§ WHAT IS EXPECTED
Lines that include "main" make up the answer; copy all of them from the data below.

═══ INFORMATION PROVIDED ═══

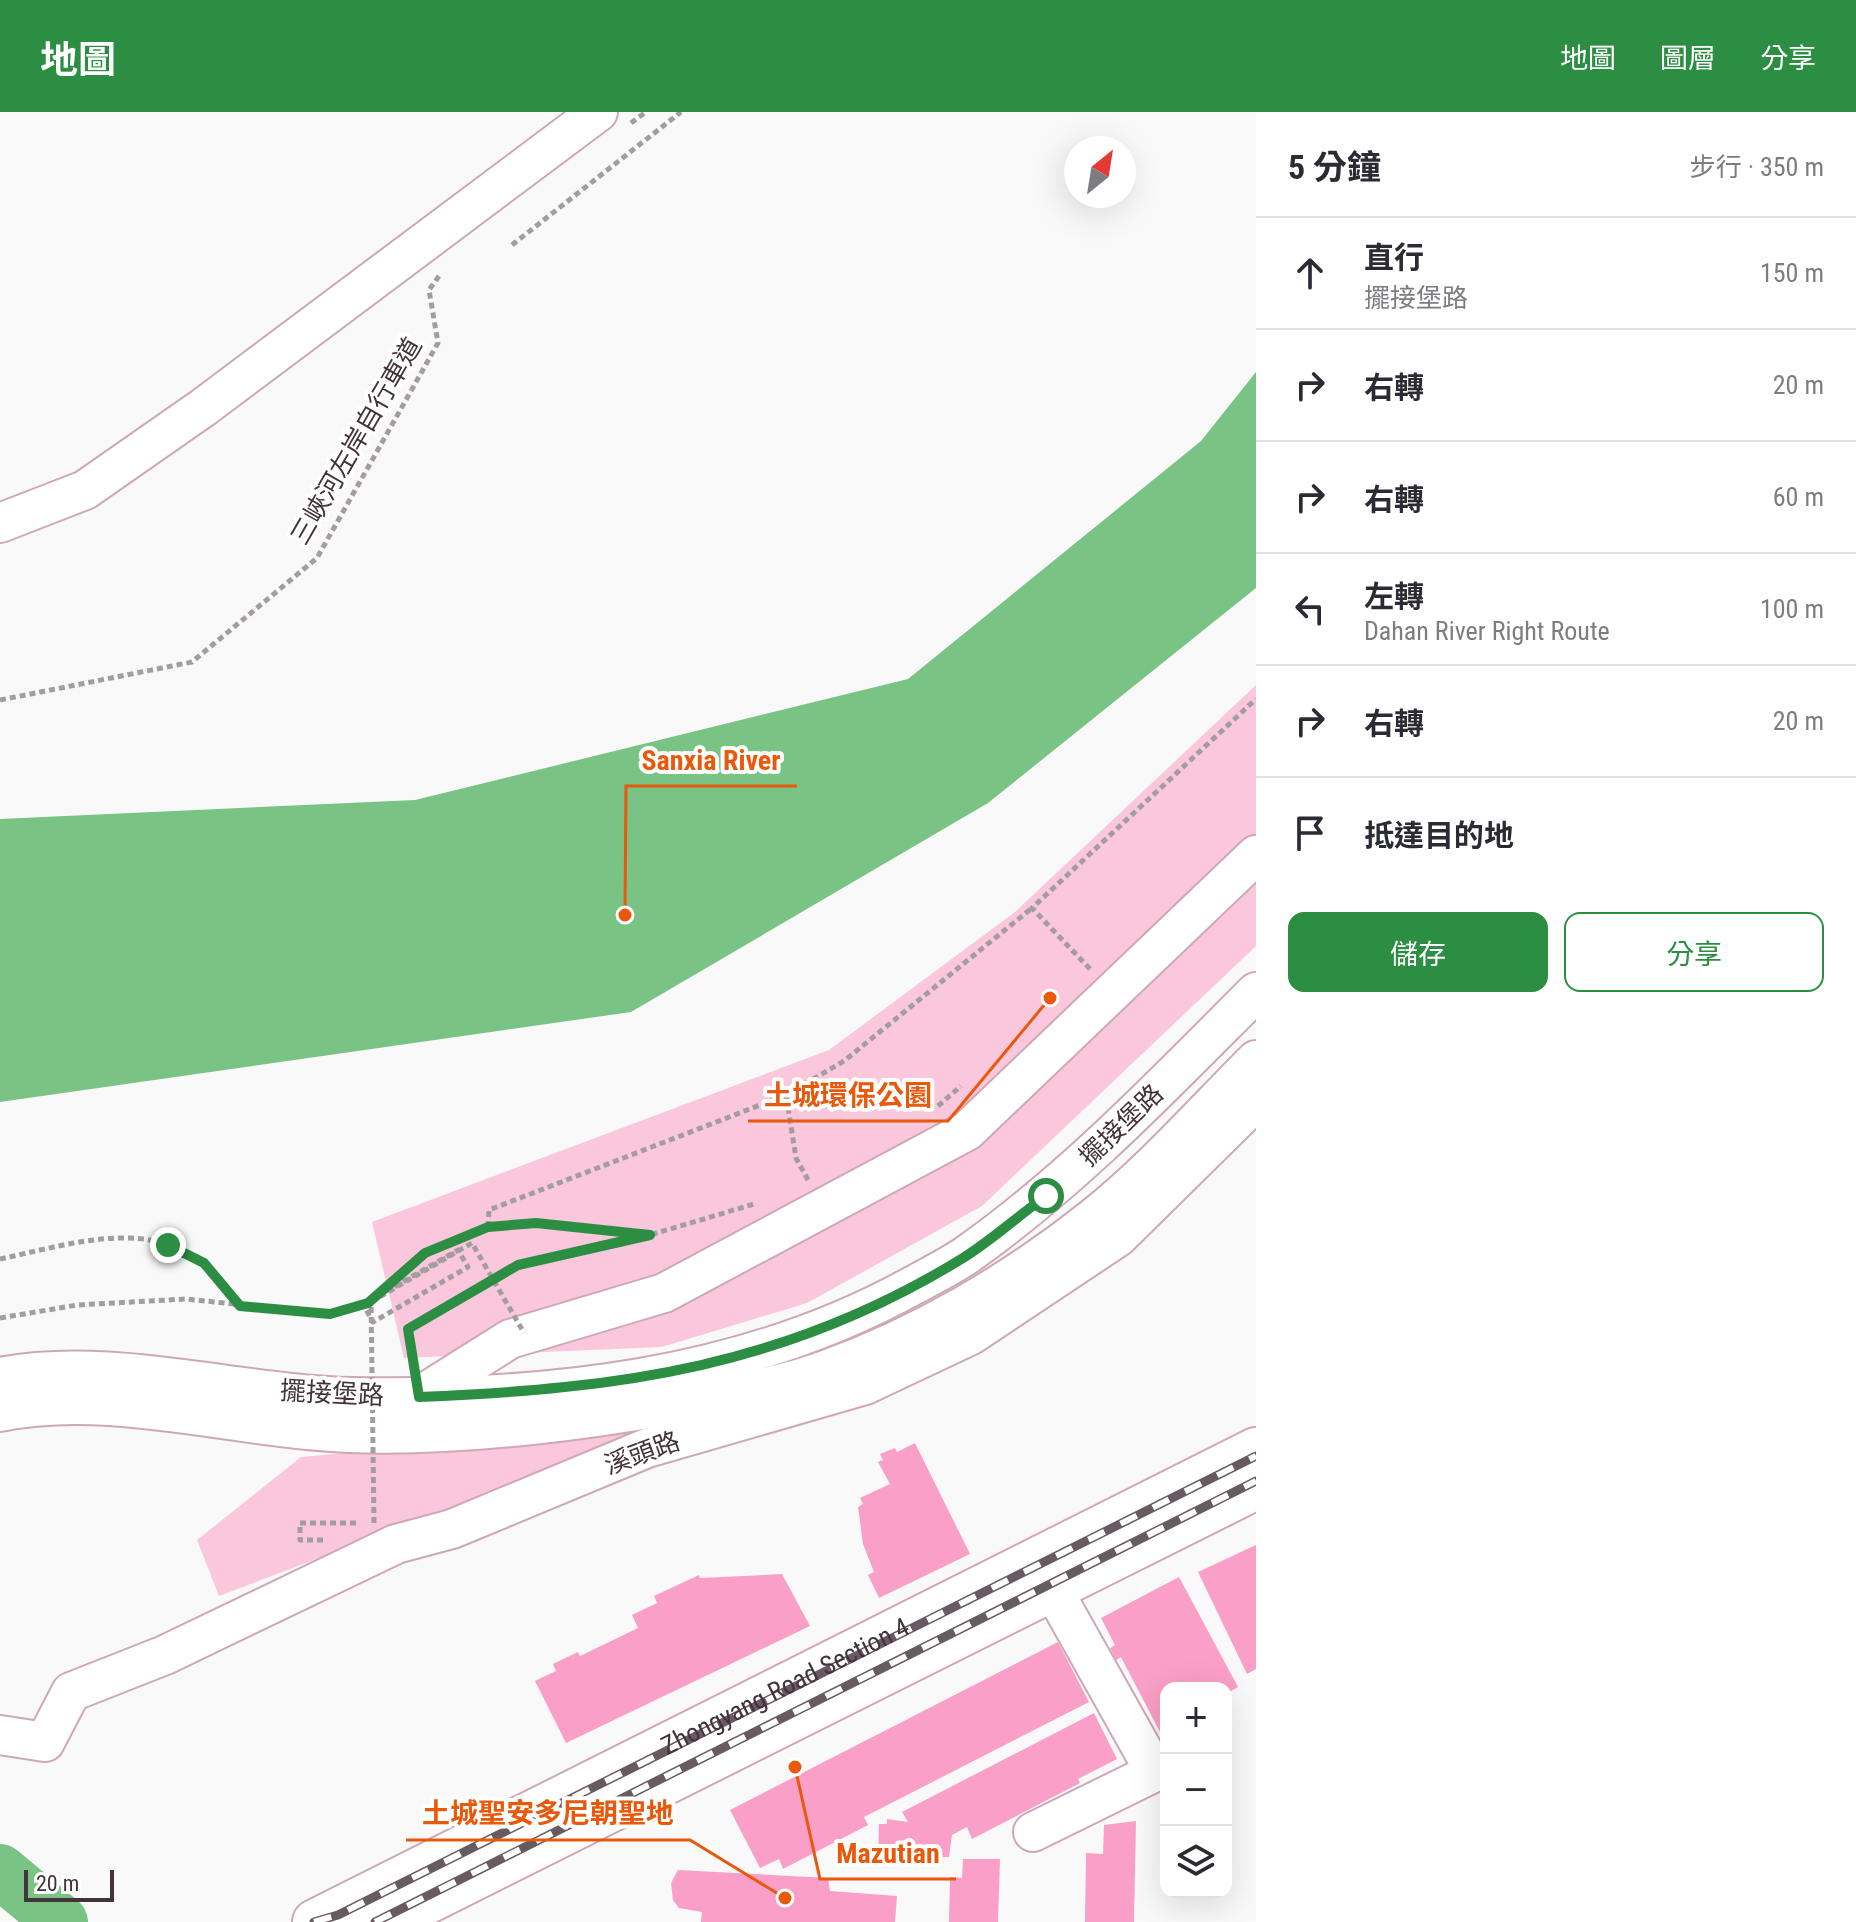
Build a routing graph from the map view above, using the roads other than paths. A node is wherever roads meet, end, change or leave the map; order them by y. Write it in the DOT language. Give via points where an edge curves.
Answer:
graph roads {
  1 [pos="598,112"];
  2 [pos="0,523"];
  3 [pos="1256,855"];
  4 [pos="1256,992"];
  5 [pos="1256,1060"];
  6 [pos="1256,1101"];
  7 [pos="0,1377"];
  8 [pos="419,1397"];
  9 [pos="0,1412"];
  10 [pos="1256,1450"];
  11 [pos="1256,1487"];
  12 [pos="1044,1576"];
  13 [pos="0,1735"];
  14 [pos="1033,1832"];
  15 [pos="425,1900"];
  16 [pos="315,1922"];
  17 [pos="386,1922"];
  1 -- 2 [label="street" via="85,490"];
  3 -- 8 [label="street" via="967,1131 664,1293 524,1333"];
  4 -- 8 [label="street, 擺接堡路" via="1046,1196 965,1257 874,1308 802,1338 716,1364 618,1383"];
  5 -- 9 [label="street, 擺接堡路" via="1095,1217 1020,1271 924,1327 824,1371 646,1410 434,1432 348,1433 86,1406 27,1406"];
  6 -- 13 [label="street, 溪頭路" via="1118,1237 971,1335 865,1385 647,1448 452,1529 396,1544 165,1655 71,1692 45,1742"];
  7 -- 8 [label="street, 擺接堡路" via="32,1371 103,1373 349,1397"];
  10 -- 12 [label="main road, Zhongyang Road Section 4"];
  11 -- 12 [label="main road, Zhongyang Road Section 4"];
  12 -- 14 [label="street" via="1155,1772"];
  12 -- 15 [label="main road, Zhongyang Road Section 4"];
  15 -- 16 [label="main road, Zhongyang Road Section 4"];
  15 -- 17 [label="main road, Zhongyang Road Section 4"];
}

═══

§ THE COMPLETED TASK
  10 -- 12 [label="main road, Zhongyang Road Section 4"];
  11 -- 12 [label="main road, Zhongyang Road Section 4"];
  12 -- 15 [label="main road, Zhongyang Road Section 4"];
  15 -- 16 [label="main road, Zhongyang Road Section 4"];
  15 -- 17 [label="main road, Zhongyang Road Section 4"];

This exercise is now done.